After carrying out an extension assessment the computed tomography revealed nodules of peritoneal carcinosis, and the magnetic resonance imaging showed bilateral ovarian metastases.
The patient was put on palliative chemotherapy with a cure every 2 weeks. 3 months later the patient presented a severe cough, a chest radiograph revealed bilateral hilar lymphadenopathy. The patient died 12 months later.
The entire female genital tract is at risk for metastases occurrence from intragenital and extragenital primaries most commonly gastrointestinal adenocarcinomas [5]. The vulva is the least metastatic site of the female genital tract with the labia majora being the most common location [6]. It is noteworthy to mention that the occurrence of vulvar metastasis represents an end stage disease as it underlines, in general, a widespread incurable disease [2].

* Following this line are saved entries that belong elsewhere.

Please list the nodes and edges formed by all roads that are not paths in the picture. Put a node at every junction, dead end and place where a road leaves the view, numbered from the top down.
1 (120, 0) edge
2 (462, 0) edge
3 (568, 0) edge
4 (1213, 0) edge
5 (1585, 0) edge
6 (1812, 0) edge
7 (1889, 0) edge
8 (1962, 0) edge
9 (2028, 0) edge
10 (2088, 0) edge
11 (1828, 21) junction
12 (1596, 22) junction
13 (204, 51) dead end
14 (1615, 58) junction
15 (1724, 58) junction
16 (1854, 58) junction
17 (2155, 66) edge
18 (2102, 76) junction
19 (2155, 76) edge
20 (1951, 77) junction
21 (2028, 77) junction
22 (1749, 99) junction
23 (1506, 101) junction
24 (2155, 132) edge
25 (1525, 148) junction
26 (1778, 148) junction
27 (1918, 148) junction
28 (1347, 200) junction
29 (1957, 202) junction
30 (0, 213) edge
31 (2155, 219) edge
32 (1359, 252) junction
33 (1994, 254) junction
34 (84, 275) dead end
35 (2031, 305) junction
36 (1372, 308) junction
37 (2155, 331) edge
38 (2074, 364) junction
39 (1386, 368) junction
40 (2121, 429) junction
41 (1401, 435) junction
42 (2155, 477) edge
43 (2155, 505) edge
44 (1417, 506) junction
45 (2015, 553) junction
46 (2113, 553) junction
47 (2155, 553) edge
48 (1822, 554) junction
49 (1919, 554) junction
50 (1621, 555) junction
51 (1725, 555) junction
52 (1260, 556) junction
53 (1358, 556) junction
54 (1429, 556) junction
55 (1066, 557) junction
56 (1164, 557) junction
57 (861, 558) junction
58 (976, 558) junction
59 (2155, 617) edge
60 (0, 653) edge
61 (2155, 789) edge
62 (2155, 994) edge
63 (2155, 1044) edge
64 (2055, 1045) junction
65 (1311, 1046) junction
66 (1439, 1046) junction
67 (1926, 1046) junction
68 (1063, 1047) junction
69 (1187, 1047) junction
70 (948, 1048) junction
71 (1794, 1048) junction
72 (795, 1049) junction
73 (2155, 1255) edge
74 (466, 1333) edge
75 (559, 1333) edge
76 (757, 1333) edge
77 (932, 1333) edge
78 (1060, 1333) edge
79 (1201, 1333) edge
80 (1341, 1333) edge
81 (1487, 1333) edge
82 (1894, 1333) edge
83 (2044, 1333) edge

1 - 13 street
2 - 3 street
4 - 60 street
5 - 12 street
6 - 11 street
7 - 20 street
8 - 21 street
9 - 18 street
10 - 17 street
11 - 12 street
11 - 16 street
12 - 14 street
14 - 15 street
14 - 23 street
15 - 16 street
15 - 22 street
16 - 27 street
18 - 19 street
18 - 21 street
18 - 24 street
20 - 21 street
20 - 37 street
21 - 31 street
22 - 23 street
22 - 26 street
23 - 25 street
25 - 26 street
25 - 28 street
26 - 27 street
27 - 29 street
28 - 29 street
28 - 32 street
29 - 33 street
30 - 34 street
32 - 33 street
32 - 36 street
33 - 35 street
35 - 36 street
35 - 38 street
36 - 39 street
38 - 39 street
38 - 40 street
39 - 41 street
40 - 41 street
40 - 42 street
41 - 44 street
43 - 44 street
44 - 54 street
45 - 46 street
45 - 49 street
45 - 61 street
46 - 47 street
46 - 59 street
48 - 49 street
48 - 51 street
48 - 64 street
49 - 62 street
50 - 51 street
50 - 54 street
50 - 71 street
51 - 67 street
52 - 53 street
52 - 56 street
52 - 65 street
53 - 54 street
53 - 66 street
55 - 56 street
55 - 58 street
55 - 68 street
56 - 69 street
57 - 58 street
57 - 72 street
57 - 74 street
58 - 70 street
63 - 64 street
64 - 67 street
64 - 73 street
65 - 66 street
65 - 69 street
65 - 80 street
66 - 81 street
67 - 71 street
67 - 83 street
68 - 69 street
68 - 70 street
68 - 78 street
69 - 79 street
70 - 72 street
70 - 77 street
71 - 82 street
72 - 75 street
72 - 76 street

VLC is an invasion by tumor cells of the lymphatic vessels of the chorion. Clinically it can mimics benign lesion as angiomyofibroblastoma, cellular angiofibroma or hidradenoma papilliferum.
Neto, et al. reported the most common clinical presentation of vulvar metastasis occured in postmenopausal women (mean 54.8 years old) especially in labium majus mass [2]. Our case was also in labium majus but in young woman.
In both series reported by Neto and Mazur, malignant tumors that frequently give vulvar metastasis are from lower gastrointestinal tracts including colorectum and appendixsis. Our case was not consistent with this statistical finding and shows a gastric origin. Other primary malignancies in the breast, lung, appendix, and urinary system, as well as even lymphoma, have been reported [2,5].
VLC is not commonly observed. Despite its very low incidence, a precise etiological diagnosis of metastases is essential because the treatment and the prognosis are different. Therefore, metastases should also be suspected in patients with vulvar masses.
The authors declare that they have no competing interests.